|IPMP - Global Fit|
The USDA Integrated Pathogen Modeling Program - Global Fit (IPMP - Global Fit)
What is IPMP - Global Fit?
IPMP-Global Fit is an extension of the USDA Integrated Pathogen Modeling Program (IPMP). It is designed as a one-step direct kinetic analysis tool that constructs a tertiary model from the entire experimental data set of growth and inactivation. IPMP-Global Fit tries to analyze and fit the entire experimental data for both primary and secondary models and obtain the kinetic parameters that minimize the global error of the primary model. It differs from IPMP, which is design to analyze individual growth or inactivation curves. IPMP-Global Fit will analyze all isothermal growth or inactivation curves obtained under different conditions together, and try to derive kinetic parameters that are optimized for the entire data set. It is a tool developed to implement the one-step kinetic analysis methodology proposed by Huang (2015a, 2015b, and 2016).

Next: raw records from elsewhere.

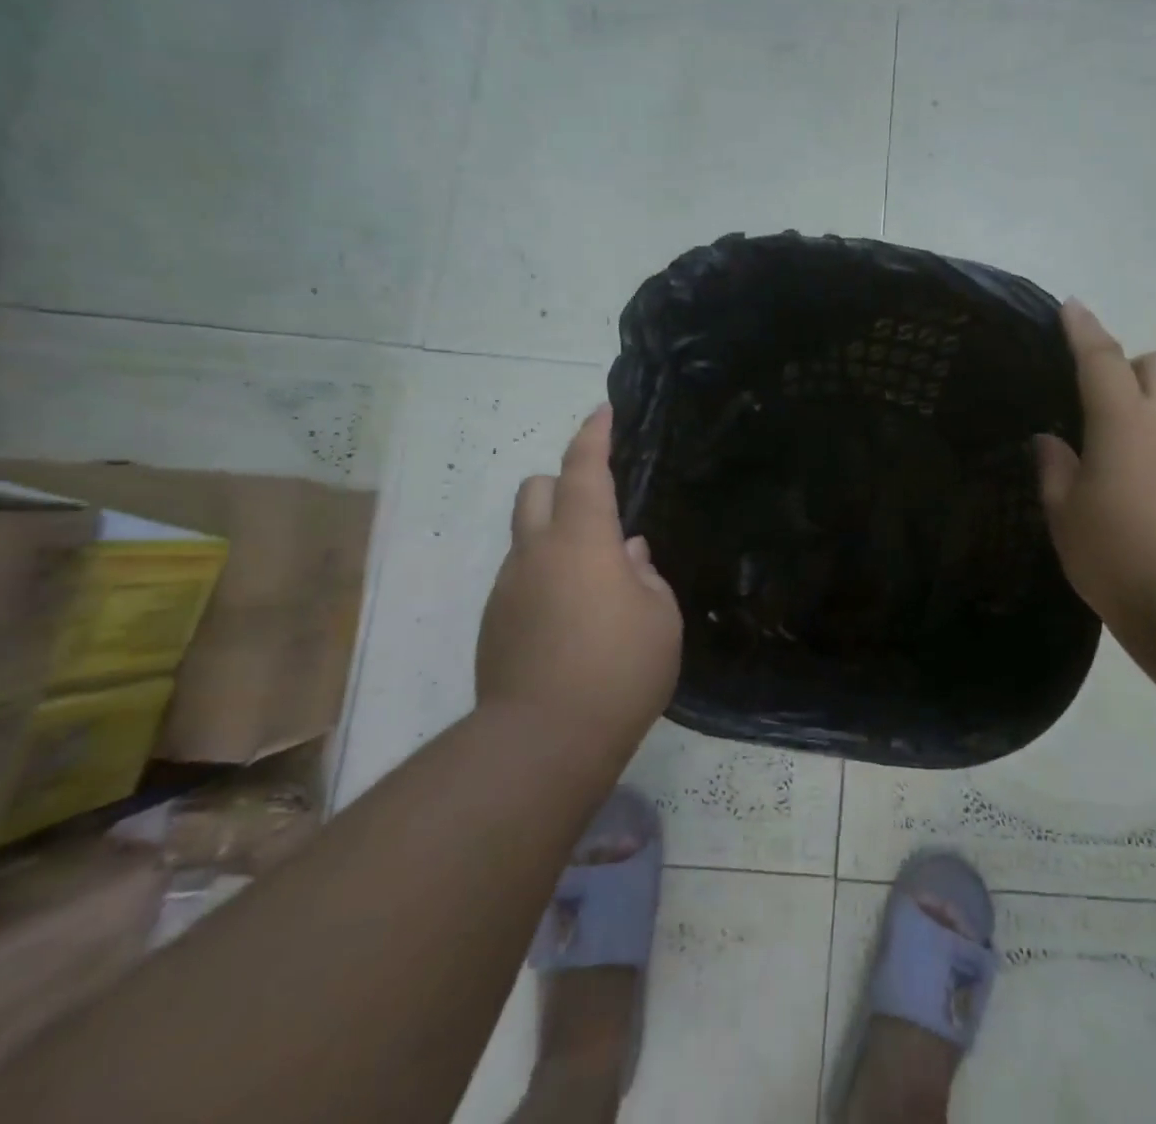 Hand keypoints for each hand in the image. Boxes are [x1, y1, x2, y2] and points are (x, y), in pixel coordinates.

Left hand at [477, 405, 682, 750]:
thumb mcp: (660, 618)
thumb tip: (627, 556)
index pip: (584, 470)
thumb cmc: (619, 669)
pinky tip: (572, 625)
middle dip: (561, 484)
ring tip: (596, 587)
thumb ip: (645, 577)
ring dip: (558, 542)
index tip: (602, 412)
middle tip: (597, 512)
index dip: (594, 436)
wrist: (543, 743)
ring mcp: (508, 589)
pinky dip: (547, 581)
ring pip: (528, 540)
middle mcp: (536, 553)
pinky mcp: (494, 625)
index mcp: (582, 540)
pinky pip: (523, 581)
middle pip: (534, 491)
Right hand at [1033, 300, 1155, 646]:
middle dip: (1134, 364)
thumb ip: (1055, 468)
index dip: (1084, 329)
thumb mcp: (1065, 513)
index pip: (1102, 359)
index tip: (1071, 306)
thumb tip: (1050, 441)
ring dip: (1150, 411)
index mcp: (1124, 422)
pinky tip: (1145, 490)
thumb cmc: (1116, 554)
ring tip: (1117, 456)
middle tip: (1103, 397)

What is required to use IPMP - Global Fit?
IPMP-Global Fit can be run under Microsoft Operating Systems (32 or 64 bit).
What models are included in IPMP - Global Fit?
IPMP-Global Fit includes four primary models for growth and survival and six secondary models. It will be expanded gradually to include more models.

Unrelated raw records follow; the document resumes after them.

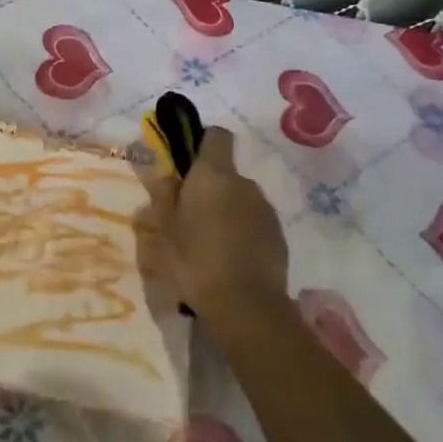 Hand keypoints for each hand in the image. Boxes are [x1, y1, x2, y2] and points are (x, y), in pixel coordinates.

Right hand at [136, 127, 288, 324]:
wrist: (245, 305)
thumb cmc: (194, 260)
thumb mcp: (164, 229)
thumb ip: (163, 195)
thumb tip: (166, 175)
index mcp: (213, 175)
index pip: (216, 136)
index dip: (202, 142)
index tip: (187, 165)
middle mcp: (244, 183)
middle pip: (225, 173)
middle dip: (209, 188)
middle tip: (189, 218)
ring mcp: (265, 209)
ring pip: (240, 199)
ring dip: (226, 211)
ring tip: (209, 244)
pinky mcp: (279, 235)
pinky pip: (254, 223)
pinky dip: (242, 232)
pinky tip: (229, 260)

Click for tutorial (link to IPMP Global Fit Tutorial.pdf).
Download IPMP - Global Fit
IPMP-Global Fit has been compiled for the Windows operating system. It is distributed as a zip file under a directory (IPMPGlobalFit). Please download the zip file and unzip (copy) it to a directory (IPMPGlobalFit). Please keep every file under the same directory. For detailed installation instructions, please click (link to Installation instructions.pdf).
Link to download IPMP-Global Fit (IPMPGlobalFit 1-5-17.zip).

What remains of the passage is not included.